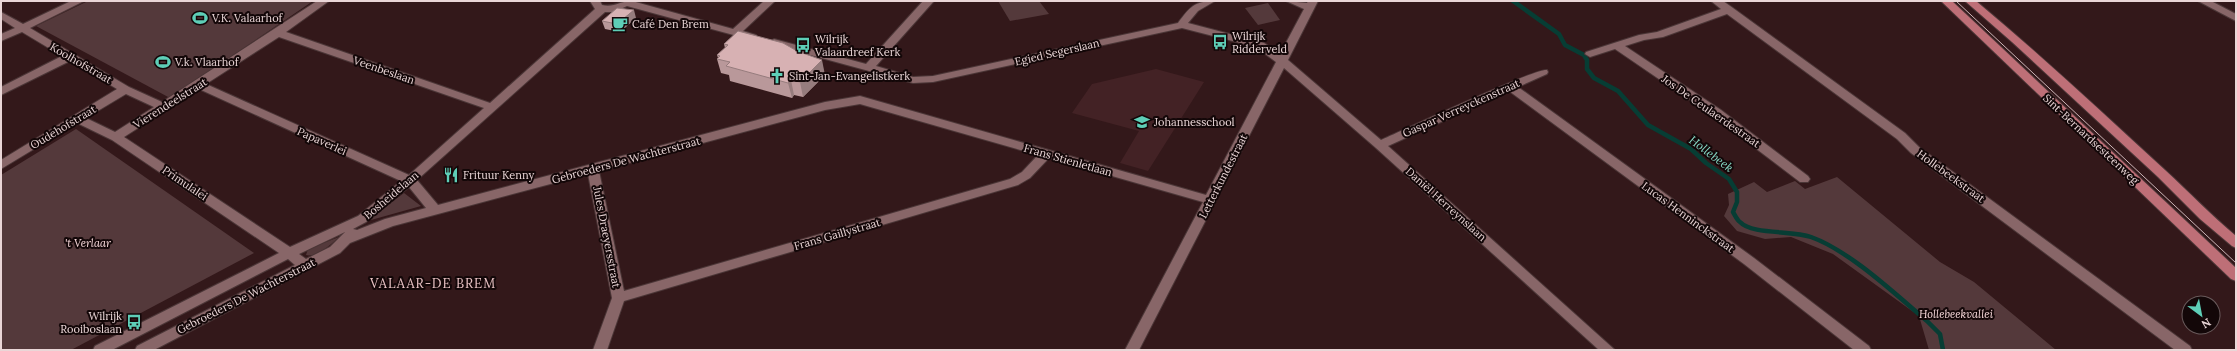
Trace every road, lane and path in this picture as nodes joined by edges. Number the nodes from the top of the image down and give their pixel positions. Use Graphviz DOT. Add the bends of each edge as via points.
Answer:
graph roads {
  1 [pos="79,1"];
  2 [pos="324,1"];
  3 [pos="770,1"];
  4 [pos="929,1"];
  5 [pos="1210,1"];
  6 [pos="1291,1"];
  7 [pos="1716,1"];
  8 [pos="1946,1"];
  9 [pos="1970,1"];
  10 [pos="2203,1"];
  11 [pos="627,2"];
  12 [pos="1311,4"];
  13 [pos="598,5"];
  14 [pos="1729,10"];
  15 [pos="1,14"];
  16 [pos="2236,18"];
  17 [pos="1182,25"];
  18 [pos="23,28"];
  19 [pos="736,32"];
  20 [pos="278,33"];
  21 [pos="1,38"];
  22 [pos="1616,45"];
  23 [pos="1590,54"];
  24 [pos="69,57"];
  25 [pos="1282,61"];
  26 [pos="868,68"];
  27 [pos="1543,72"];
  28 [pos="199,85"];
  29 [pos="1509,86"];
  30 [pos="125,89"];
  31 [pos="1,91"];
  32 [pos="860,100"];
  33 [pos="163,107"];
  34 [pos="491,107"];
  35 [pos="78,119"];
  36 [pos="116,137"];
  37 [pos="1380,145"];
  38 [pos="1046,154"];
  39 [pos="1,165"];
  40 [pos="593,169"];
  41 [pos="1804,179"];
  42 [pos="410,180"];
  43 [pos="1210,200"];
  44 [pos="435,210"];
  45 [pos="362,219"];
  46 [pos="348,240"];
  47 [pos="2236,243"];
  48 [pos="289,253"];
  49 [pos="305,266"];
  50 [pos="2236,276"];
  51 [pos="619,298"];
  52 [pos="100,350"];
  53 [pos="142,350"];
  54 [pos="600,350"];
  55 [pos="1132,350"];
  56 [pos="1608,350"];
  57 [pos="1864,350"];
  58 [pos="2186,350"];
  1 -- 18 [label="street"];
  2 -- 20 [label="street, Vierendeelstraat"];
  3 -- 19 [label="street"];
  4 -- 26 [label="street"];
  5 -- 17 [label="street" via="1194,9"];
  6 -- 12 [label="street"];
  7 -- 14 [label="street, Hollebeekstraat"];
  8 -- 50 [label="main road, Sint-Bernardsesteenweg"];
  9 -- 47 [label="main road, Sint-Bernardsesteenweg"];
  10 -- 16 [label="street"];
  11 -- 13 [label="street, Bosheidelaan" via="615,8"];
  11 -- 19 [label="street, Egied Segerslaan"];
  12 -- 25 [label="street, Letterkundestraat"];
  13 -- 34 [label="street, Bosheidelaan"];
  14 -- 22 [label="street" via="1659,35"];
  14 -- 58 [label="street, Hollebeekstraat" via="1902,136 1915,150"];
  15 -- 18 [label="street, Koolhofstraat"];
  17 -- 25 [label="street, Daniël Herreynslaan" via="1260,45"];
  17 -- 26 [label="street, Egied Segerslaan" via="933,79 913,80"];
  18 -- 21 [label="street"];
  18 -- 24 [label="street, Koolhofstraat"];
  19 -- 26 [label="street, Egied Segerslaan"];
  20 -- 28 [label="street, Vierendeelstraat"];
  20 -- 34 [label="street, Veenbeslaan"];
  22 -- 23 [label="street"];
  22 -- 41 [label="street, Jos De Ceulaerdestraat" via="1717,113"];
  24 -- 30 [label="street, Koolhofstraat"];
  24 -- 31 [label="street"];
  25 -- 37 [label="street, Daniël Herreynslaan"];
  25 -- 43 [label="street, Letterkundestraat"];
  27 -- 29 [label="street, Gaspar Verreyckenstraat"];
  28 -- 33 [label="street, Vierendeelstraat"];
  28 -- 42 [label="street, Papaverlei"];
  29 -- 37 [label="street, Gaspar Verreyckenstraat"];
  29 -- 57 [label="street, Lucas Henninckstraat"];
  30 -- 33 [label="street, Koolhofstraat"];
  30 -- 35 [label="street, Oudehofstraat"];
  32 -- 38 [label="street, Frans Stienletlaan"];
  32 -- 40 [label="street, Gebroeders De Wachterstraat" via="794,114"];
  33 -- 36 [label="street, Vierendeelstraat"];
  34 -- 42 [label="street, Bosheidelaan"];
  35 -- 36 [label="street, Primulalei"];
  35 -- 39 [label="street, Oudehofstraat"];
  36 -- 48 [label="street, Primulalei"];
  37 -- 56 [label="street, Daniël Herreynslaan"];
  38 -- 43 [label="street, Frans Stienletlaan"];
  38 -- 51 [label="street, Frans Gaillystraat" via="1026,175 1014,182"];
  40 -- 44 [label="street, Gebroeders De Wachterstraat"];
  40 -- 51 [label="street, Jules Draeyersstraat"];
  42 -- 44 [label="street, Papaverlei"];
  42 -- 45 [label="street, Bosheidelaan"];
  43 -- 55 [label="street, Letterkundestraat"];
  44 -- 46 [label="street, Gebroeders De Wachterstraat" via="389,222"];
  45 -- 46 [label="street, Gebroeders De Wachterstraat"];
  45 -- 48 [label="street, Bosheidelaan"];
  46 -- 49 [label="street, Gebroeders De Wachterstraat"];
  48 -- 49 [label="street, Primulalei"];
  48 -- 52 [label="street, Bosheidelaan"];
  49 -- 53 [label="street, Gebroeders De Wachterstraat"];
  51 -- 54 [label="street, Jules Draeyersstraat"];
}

#### TASK GOAL
Search the material above for lines containing the string "Gaspar", then pull them out.

#### EXERCISE RESPONSE
  27 -- 29 [label="street, Gaspar Verreyckenstraat"];
  29 -- 37 [label="street, Gaspar Verreyckenstraat"];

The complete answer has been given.